• **Assignment**: An exact copy of every entry is needed, without the pictures.
Supplied material below:
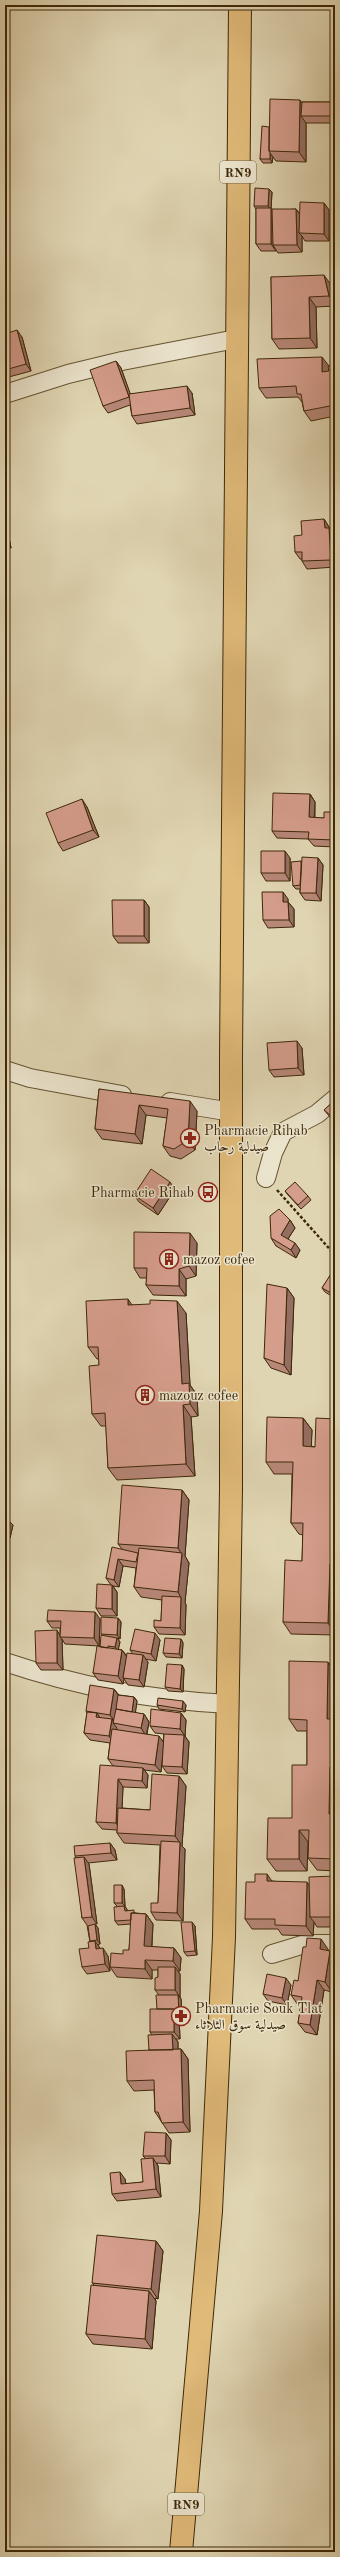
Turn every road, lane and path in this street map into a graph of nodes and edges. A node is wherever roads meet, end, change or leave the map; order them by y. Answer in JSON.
{"nodes":[{"id":1,"x":240,"y":5,"type":"edge"},
{"id":2,"x":236,"y":338,"type":"junction"},
{"id":3,"x":5,"y":394,"type":"edge"},
{"id":4,"x":5,"y":1070,"type":"edge"},
{"id":5,"x":335,"y":1099,"type":"edge"},
{"id":6,"x":232,"y":1112,"type":"junction"},
{"id":7,"x":266,"y":1178,"type":"joint"},
{"id":8,"x":335,"y":1255,"type":"edge"},
{"id":9,"x":5,"y":1662,"type":"edge"},
{"id":10,"x":228,"y":1704,"type":"junction"},
{"id":11,"x":335,"y":1944,"type":"edge"},
{"id":12,"x":272,"y":1954,"type":"dead end"},
{"id":13,"x":181,"y":2552,"type":"edge"}],
"edges":[{"from":1,"to":2,"type":"main road","number":"RN9"},
{"from":2,"to":3,"type":"street"},
{"from":2,"to":6,"type":"main road","number":"RN9"},
{"from":4,"to":6,"type":"street"},
{"from":5,"to":7,"type":"street"},
{"from":6,"to":10,"type":"main road","number":"RN9"},
{"from":7,"to":8,"type":"path"},
{"from":9,"to":10,"type":"street"},
{"from":10,"to":13,"type":"main road","number":"RN9"},
{"from":11,"to":12,"type":"street"}]}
End of Supplied material.
• **The answer**:
Turn every road, lane and path in this street map into a graph of nodes and edges. A node is wherever roads meet, end, change or leave the map; order them by y. Answer in JSON.
{"nodes":[{"id":1,"x":240,"y":5,"type":"edge"},
{"id":2,"x":236,"y":338,"type":"junction"},
{"id":3,"x":5,"y":394,"type":"edge"},
{"id":4,"x":5,"y":1070,"type":"edge"},
{"id":5,"x":335,"y":1099,"type":"edge"},
{"id":6,"x":232,"y":1112,"type":"junction"},
{"id":7,"x":266,"y":1178,"type":"joint"},
{"id":8,"x":335,"y":1255,"type":"edge"},
{"id":9,"x":5,"y":1662,"type":"edge"},
{"id":10,"x":228,"y":1704,"type":"junction"},
{"id":11,"x":335,"y":1944,"type":"edge"},
{"id":12,"x":272,"y":1954,"type":"dead end"},
{"id":13,"x":181,"y":2552,"type":"edge"}],
"edges":[{"from":1,"to":2,"type":"main road","number":"RN9"},
{"from":2,"to":3,"type":"street"},
{"from":2,"to":6,"type":"main road","number":"RN9"},
{"from":4,"to":6,"type":"street"},
{"from":5,"to":7,"type":"street"},
{"from":6,"to":10,"type":"main road","number":"RN9"},
{"from":7,"to":8,"type":"path"},
{"from":9,"to":10,"type":"street"},
{"from":10,"to":13,"type":"main road","number":"RN9"},
{"from":11,"to":12,"type":"street"}]}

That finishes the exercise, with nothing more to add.